90 Persen Arus Data Internet Indonesia Terkonsentrasi via Singapura
BeritaNasional.com - Sekitar 90 persen lalu lintas data internasional Indonesia masih bertumpu pada jalur yang melewati Singapura.
Ketergantungan ini dinilai menjadi titik rawan di tengah laju ekonomi digital yang kian cepat, termasuk lonjakan kebutuhan pusat data dan teknologi kecerdasan buatan (AI).
Dengan kondisi tersebut, arus data nasional praktis masih bergantung pada satu simpul utama. Gangguan sekecil apa pun pada jalur tersebut berpotensi berdampak luas terhadap stabilitas konektivitas digital di dalam negeri.
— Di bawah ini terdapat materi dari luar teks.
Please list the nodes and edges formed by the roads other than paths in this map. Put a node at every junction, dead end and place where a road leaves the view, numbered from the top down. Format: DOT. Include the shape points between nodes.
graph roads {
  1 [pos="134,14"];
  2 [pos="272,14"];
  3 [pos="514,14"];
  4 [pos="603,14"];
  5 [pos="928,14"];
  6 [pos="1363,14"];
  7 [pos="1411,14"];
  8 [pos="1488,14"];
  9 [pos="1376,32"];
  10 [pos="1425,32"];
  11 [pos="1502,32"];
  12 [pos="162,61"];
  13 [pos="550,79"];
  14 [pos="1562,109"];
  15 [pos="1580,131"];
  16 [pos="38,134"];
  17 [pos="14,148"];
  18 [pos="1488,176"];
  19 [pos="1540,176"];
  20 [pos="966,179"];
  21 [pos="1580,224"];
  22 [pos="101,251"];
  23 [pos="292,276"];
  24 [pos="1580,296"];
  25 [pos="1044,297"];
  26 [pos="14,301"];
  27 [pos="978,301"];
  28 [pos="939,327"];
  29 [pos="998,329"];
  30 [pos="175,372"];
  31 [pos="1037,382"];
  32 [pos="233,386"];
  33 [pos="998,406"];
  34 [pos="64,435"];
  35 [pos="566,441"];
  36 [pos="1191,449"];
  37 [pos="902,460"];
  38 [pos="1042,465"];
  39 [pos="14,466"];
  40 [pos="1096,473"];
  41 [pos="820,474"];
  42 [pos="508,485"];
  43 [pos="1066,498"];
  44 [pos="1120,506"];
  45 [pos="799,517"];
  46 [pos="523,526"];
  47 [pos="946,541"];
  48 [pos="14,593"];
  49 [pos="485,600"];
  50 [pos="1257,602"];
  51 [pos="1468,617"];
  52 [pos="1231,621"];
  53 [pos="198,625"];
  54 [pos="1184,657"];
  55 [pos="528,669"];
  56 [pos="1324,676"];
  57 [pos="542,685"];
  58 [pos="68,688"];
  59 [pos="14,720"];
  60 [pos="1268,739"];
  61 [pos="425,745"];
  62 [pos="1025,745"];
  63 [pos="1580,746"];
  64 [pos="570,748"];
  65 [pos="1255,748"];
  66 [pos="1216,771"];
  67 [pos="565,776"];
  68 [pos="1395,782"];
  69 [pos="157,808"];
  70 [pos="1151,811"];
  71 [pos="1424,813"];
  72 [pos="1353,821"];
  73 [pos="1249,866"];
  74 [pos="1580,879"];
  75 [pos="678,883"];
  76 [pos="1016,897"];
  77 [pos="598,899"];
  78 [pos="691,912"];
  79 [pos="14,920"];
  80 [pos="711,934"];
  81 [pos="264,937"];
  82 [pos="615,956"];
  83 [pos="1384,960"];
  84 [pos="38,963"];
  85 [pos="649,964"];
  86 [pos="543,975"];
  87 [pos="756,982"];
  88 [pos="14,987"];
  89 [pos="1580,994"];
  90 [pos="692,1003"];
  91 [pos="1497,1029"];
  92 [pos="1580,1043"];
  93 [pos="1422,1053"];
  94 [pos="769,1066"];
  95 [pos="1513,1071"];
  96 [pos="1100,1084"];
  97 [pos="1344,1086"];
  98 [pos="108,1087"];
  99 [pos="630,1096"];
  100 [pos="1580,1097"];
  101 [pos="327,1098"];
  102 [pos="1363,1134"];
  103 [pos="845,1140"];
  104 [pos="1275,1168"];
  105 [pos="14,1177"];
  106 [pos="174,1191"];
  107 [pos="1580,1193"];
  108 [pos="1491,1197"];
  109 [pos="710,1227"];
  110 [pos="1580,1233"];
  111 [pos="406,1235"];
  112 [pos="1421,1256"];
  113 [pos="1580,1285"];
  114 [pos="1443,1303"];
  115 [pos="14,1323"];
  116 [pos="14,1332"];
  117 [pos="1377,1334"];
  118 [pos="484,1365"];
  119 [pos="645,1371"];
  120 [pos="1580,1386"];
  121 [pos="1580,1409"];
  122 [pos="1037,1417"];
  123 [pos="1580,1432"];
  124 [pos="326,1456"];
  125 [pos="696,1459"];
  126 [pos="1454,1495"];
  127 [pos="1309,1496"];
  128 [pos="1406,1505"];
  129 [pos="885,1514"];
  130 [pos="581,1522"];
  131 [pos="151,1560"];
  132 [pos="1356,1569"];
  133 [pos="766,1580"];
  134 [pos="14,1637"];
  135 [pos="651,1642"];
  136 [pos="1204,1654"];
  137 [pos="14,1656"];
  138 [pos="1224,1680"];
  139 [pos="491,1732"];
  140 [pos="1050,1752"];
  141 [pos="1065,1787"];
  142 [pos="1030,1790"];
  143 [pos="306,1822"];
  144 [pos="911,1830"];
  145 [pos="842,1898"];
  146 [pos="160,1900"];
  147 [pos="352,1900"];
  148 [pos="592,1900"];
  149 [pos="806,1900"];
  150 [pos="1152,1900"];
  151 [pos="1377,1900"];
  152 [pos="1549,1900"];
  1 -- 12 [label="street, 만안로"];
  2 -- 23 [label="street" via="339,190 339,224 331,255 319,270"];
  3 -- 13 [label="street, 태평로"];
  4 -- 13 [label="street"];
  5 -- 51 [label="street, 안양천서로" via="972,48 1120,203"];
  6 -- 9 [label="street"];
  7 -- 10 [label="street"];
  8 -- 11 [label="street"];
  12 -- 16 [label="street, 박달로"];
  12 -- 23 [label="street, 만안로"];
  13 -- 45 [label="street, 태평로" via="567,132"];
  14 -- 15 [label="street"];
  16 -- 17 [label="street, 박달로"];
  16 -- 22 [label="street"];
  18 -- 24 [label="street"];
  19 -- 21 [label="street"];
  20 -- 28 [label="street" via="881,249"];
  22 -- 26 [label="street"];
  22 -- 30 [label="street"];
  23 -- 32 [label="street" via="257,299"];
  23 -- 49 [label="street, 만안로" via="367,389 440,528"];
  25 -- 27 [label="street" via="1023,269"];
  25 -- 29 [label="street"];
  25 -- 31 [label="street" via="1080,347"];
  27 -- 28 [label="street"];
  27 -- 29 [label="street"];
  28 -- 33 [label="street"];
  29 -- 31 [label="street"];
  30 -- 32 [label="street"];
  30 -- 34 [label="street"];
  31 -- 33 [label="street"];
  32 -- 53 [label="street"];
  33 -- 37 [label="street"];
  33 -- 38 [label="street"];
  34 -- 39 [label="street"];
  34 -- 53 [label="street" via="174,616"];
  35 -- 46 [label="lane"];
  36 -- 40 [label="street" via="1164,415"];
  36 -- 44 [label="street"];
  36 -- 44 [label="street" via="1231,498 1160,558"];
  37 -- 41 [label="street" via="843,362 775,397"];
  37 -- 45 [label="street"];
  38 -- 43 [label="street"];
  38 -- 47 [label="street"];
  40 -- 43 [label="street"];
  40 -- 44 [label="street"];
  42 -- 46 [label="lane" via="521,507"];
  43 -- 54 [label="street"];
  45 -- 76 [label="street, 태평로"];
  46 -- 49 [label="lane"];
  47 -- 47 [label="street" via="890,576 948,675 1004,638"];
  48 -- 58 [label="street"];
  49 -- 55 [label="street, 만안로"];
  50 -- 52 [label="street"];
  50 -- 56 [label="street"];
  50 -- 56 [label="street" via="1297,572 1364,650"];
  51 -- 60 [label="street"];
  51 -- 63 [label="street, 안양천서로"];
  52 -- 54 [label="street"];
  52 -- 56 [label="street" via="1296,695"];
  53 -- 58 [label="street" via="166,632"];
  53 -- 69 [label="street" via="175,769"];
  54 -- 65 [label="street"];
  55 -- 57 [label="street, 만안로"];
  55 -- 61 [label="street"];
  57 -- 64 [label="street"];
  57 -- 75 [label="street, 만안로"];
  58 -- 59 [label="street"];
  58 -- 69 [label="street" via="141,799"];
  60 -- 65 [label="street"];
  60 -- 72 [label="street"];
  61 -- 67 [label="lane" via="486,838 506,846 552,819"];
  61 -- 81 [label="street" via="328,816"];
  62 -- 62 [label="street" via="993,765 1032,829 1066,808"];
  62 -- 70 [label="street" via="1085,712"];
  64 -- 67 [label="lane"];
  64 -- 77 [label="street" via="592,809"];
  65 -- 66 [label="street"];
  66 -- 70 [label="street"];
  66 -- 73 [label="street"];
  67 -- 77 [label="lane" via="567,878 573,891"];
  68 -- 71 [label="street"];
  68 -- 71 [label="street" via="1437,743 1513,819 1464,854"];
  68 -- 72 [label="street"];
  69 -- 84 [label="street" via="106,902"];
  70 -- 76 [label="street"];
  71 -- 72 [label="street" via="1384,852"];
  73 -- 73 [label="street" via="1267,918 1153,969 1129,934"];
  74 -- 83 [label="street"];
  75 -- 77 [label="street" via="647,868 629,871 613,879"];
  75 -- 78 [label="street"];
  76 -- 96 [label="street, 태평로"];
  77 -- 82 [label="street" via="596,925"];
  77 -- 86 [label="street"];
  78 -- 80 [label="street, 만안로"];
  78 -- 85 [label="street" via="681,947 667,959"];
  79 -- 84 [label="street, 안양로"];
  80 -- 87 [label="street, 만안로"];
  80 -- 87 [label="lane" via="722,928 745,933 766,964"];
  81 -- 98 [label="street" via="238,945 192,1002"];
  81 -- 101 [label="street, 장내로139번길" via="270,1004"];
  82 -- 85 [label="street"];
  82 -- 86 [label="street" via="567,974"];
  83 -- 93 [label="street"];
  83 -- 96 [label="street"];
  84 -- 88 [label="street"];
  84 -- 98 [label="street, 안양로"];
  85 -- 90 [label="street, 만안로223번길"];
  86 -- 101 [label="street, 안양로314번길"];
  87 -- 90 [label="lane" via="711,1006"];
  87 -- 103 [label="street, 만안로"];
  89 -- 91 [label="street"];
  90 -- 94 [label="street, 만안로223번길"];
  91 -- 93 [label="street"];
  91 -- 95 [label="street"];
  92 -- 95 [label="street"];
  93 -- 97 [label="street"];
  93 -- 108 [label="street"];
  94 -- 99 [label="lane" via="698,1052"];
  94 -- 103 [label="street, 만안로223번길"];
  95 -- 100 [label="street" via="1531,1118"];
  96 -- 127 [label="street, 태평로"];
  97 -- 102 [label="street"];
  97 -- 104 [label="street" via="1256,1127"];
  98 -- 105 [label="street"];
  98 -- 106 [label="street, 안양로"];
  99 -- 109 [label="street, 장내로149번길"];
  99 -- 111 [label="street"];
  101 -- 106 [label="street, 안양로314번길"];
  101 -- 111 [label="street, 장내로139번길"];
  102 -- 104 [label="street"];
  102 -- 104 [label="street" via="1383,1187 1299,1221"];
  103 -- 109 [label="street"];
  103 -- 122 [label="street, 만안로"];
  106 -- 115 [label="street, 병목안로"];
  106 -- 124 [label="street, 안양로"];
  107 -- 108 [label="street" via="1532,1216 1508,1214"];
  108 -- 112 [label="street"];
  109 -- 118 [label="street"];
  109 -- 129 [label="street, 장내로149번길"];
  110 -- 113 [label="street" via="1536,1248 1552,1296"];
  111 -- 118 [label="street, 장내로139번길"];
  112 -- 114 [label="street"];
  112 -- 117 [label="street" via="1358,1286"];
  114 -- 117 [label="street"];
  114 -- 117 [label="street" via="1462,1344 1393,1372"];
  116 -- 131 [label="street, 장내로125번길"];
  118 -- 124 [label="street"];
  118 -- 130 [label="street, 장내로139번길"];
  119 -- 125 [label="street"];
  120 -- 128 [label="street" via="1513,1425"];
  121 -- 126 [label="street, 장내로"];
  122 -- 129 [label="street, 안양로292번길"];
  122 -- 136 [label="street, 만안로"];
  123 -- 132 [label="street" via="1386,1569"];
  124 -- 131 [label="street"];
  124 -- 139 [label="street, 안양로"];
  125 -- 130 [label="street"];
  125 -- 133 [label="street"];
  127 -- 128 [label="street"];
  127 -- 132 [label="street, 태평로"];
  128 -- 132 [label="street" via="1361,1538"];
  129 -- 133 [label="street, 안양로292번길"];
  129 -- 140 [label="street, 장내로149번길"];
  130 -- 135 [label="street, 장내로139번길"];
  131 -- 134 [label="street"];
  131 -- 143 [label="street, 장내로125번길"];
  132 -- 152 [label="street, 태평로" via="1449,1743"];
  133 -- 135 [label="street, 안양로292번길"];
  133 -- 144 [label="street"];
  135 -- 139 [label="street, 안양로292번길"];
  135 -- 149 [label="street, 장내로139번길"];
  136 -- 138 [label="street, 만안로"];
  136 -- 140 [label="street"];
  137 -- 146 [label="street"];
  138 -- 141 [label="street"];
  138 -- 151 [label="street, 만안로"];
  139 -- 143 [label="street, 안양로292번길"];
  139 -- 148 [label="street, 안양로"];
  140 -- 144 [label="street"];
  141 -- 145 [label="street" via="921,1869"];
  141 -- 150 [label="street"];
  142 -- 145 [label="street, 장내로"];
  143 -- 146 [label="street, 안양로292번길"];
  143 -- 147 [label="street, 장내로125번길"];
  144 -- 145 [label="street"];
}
Direktur Strategi dan Kebijakan Infrastruktur Digital Kementerian Komunikasi dan Digital (Kemkomdigi) Denny Setiawan menegaskan bahwa kondisi ini tidak bisa dibiarkan berlarut.
“Jujur, sekarang traffic kita 90 persen tergantung Singapura,” ujar Denny dalam diskusi Selular Award 2026 di Jakarta.
Ia menilai ketahanan digital tidak cukup hanya dengan memperkuat kapasitas jaringan, tetapi juga harus dibangun lewat diversifikasi jalur konektivitas. Pemerintah, kata dia, kini mendorong pembangunan jalur kabel laut dan kabel darat sebagai alternatif utama.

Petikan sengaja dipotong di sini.